The expected output is the first line of the data below and every line after it, up to and including the line containing "I need the junctions", each reproduced exactly.
^^^^^^^^^^^^^^^^
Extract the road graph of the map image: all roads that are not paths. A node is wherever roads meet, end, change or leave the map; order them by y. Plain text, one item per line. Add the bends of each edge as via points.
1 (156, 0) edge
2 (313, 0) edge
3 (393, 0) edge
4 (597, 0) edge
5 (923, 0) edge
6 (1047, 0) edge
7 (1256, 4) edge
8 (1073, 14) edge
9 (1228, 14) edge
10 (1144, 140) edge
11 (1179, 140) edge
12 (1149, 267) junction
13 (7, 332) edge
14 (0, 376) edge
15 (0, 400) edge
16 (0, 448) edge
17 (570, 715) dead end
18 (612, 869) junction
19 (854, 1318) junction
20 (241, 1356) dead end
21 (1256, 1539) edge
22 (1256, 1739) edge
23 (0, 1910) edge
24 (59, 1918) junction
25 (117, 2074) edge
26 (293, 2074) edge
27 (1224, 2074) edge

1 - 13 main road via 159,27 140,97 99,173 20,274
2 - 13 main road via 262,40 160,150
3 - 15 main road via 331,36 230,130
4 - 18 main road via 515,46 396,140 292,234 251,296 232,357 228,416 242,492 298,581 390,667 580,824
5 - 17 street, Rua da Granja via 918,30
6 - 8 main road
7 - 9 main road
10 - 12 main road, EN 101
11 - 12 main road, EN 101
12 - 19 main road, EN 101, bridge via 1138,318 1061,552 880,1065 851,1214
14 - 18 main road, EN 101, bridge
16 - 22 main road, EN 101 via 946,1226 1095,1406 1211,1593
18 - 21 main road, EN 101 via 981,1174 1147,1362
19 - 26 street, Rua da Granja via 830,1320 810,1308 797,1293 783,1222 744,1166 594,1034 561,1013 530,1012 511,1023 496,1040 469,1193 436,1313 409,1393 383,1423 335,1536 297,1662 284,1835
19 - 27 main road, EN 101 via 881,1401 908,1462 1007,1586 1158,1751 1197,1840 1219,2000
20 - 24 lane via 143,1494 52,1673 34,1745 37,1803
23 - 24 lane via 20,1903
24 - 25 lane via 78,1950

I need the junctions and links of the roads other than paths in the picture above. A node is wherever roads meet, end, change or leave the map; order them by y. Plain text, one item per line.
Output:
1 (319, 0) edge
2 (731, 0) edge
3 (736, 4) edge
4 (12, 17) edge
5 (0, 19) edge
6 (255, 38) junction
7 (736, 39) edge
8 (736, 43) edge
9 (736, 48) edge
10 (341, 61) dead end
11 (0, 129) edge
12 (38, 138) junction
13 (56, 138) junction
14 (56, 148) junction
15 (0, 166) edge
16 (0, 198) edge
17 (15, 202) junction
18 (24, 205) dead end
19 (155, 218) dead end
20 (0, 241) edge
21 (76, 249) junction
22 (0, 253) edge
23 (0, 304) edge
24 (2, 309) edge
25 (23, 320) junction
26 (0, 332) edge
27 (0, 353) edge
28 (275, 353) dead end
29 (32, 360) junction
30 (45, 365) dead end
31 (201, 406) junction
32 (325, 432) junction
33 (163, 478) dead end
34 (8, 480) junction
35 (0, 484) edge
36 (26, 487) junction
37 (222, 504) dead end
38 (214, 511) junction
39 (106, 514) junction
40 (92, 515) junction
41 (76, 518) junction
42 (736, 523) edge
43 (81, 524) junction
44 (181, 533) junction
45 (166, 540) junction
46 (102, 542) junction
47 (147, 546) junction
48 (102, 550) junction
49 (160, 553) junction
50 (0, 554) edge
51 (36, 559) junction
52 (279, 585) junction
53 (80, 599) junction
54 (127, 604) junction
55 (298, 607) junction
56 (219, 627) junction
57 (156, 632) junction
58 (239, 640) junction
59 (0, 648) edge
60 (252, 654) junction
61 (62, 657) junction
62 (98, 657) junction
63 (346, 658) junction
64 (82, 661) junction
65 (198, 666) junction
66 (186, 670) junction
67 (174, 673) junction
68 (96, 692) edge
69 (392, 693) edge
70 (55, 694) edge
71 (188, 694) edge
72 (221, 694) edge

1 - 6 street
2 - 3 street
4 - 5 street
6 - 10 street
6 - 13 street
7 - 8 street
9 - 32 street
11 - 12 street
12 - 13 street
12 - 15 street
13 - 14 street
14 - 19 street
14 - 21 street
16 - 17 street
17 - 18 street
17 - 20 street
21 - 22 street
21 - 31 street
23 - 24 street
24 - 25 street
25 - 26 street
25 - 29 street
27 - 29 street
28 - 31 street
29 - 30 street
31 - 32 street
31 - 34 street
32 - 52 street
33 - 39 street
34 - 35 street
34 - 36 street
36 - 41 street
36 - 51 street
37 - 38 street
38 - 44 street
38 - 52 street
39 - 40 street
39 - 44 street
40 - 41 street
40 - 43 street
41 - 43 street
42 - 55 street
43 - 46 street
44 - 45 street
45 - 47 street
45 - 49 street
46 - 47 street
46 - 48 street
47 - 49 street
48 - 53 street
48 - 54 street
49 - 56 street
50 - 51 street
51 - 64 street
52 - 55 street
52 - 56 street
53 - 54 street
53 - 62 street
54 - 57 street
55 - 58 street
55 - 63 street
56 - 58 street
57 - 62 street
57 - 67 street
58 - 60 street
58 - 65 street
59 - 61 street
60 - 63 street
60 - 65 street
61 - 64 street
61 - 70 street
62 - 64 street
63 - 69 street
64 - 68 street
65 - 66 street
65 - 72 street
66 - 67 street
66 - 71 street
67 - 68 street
^^^^^^^^^^^^^^^^
# Answer to this problem
Extract the road graph of the map image: all roads that are not paths. A node is wherever roads meet, end, change or leave the map; order them by y. Plain text, one item per line. Add the bends of each edge as via points.
1 (156, 0) edge
2 (313, 0) edge
3 (393, 0) edge
4 (597, 0) edge
5 (923, 0) edge
6 (1047, 0) edge
7 (1256, 4) edge
8 (1073, 14) edge
9 (1228, 14) edge
10 (1144, 140) edge
11 (1179, 140) edge
12 (1149, 267) junction
13 (7, 332) edge
14 (0, 376) edge
15 (0, 400) edge
16 (0, 448) edge
17 (570, 715) dead end
18 (612, 869) junction
19 (854, 1318) junction
20 (241, 1356) dead end
21 (1256, 1539) edge
22 (1256, 1739) edge
23 (0, 1910) edge
24 (59, 1918) junction
25 (117, 2074) edge
26 (293, 2074) edge
27 (1224, 2074) edge

1 - 13 main road via 159,27 140,97 99,173 20,274
2 - 13 main road via 262,40 160,150
3 - 15 main road via 331,36 230,130
4 - 18 main road via 515,46 396,140 292,234 251,296 232,357 228,416 242,492 298,581 390,667 580,824
5 - 17 street, Rua da Granja via 918,30
6 - 8 main road
7 - 9 main road
10 - 12 main road, EN 101
11 - 12 main road, EN 101
12 - 19 main road, EN 101, bridge via 1138,318 1061,552 880,1065 851,1214
14 - 18 main road, EN 101, bridge
16 - 22 main road, EN 101 via 946,1226 1095,1406 1211,1593
18 - 21 main road, EN 101 via 981,1174 1147,1362
19 - 26 street, Rua da Granja via 830,1320 810,1308 797,1293 783,1222 744,1166 594,1034 561,1013 530,1012 511,1023 496,1040 469,1193 436,1313 409,1393 383,1423 335,1536 297,1662 284,1835
19 - 27 main road, EN 101 via 881,1401 908,1462 1007,1586 1158,1751 1197,1840 1219,2000
20 - 24 lane via 143,1494 52,1673 34,1745 37,1803
23 - 24 lane via 20,1903
24 - 25 lane via 78,1950

I need the junctions and links of the roads other than paths in the picture above. A node is wherever roads meet, end, change or leave the map; order them by y. Plain text, one item per line.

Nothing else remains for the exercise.